Bradburne, who spent close to 10 years tending to the community, in particular the lepers, is one of the few people who started praying in Chigona.
“It is said he once stayed on the mountain for three months, praying. The pool at the top of mountain, in which he took his baths, has also become sacred. Many collect the water in bottles claiming it has healing powers, and mysteriously brings good tidings to those who use it,” Karichi says.
However, on September 5, 1979 he was shot dead near Mutemwa and his body left by the side of the Nyamapanda road.
His death was mired in such controversy and it said during his funeral a few drops of blood leaked from his coffin, but when it was opened they could not locate the source of the blood.
A shrine in his honour has been preserved over the years and part of it is his famous tin house and two other huts, which he used as his dwellings.
His humility struck a chord with those he came into contact with, especially the lepers. He nurtured them and nursed them back to health. His selfless acts defied all logic and the community loved him the more.
“He taught me how to pray in earnest and never gave up on us,” recalls a post leper, Colletta Mafuta.
Born to parents who had leprosy, Mafuta had a difficult childhood adjusting to her condition, but Bradburne was her pillar.
“He was not an ordinary man, God ordained him for the specific task of looking after the poor. He left behind a comfortable life in England and came to live among the poor and sick,” she said with reverence.
According to his biography put together by the John Bradburne Memorial Society, he was born in 1921, the son of an Anglican clergyman. After secondary school in Norfolk he joined the army in 1939, and served in Malaya and Burma, before being invalided home.
Something in Malaya — a conversion experience, it is said — turned him from adventurer into pilgrim.
He became a Roman Catholic lay preacher in 1947, when staying at Buckfast Abbey. After some months with the Carthusians, he felt the urge to travel, and for 16 years wandered between England, Italy and the Middle East, living out of a Gladstone bag.

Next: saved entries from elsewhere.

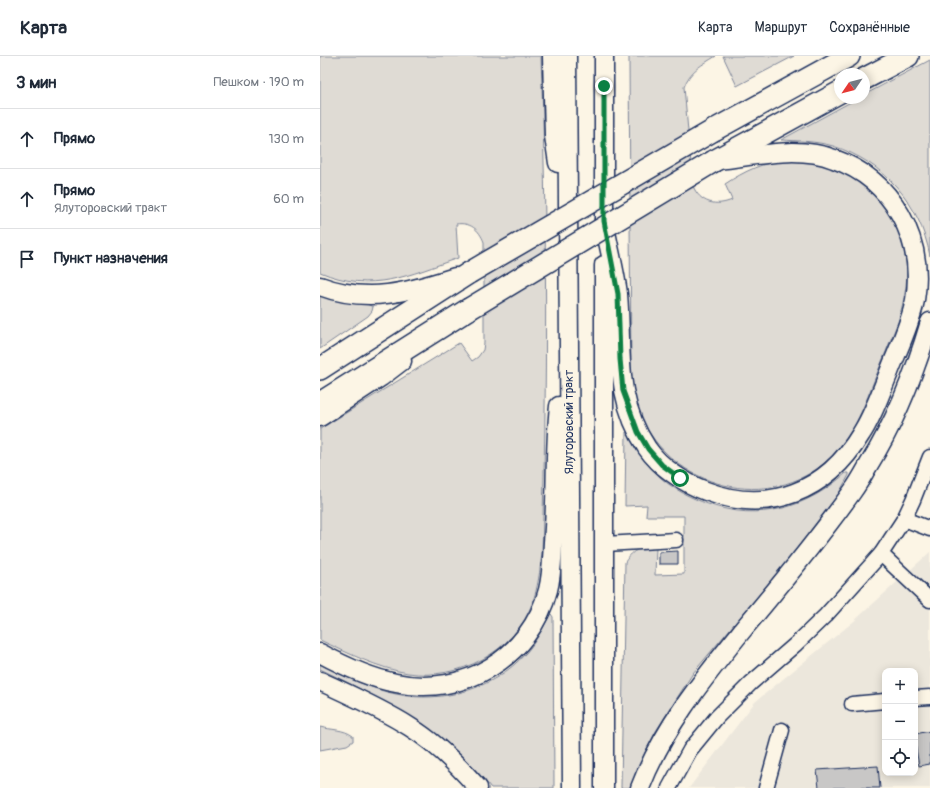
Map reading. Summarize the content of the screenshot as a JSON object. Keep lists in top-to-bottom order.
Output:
{
  "streets": {
    "main road": ["Ялуторовский тракт"]
  },
  "north": "bottom left",
  "page": {
    "header": "Карта",
    "nav": ["Карта", "Маршрут", "Сохранённые"],
    "heading": ["3 мин", "Пешком · 190 m"],
    "list": [
      ["Прямо", "130 m"],
      ["Прямо", "Ялуторовский тракт", "60 m"],
      "Пункт назначения"
    ],
    "map_buttons": ["+", "−"]
  }
}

Then he wrote to his friend, Father John Dove, in Zimbabwe asking: “Is there a cave in Africa where I can pray?”
Soon after his arrival, in 1962, he confided to a Franciscan priest that he had three wishes: to serve leprosy patients, to die a martyr, and to be buried in the habit of St Francis.
In 1969 he was appointed warden at Mutemwa Leprosy Settlement, in Mutoko.
The single-minded loving care he gave the residents, eventually, brought him into conflict with the management committee. He refused to put number tags around the patients’ necks and reduce their already small diet, so he was sacked.
He then lived in a tin hut, just outside the leprosy compound.
During the country’s liberation war, his efforts to prevent exploitation of the leprosy patients brought local hostility and suspicion. He refused to leave the place for safety and was abducted on September 5, 1979.
One of the post lepers, Jessie Brown, was present when the abductors came.
“The men asked where John was and I told them he had gone for prayers,” Brown said with tears in her eyes. After the men had left, she rushed to the church to warn Bradburne.
“He was not afraid and instead worried about my safety. He said to me, ‘If these men come back and you are here, they might harm you, go and seek shelter in the village’.”
That was the last time Bradburne was seen alive. Since his death, many other unusual events have been reported in relation to his name. Currently, there is a growing movement advocating for conferment of sainthood for Bradburne.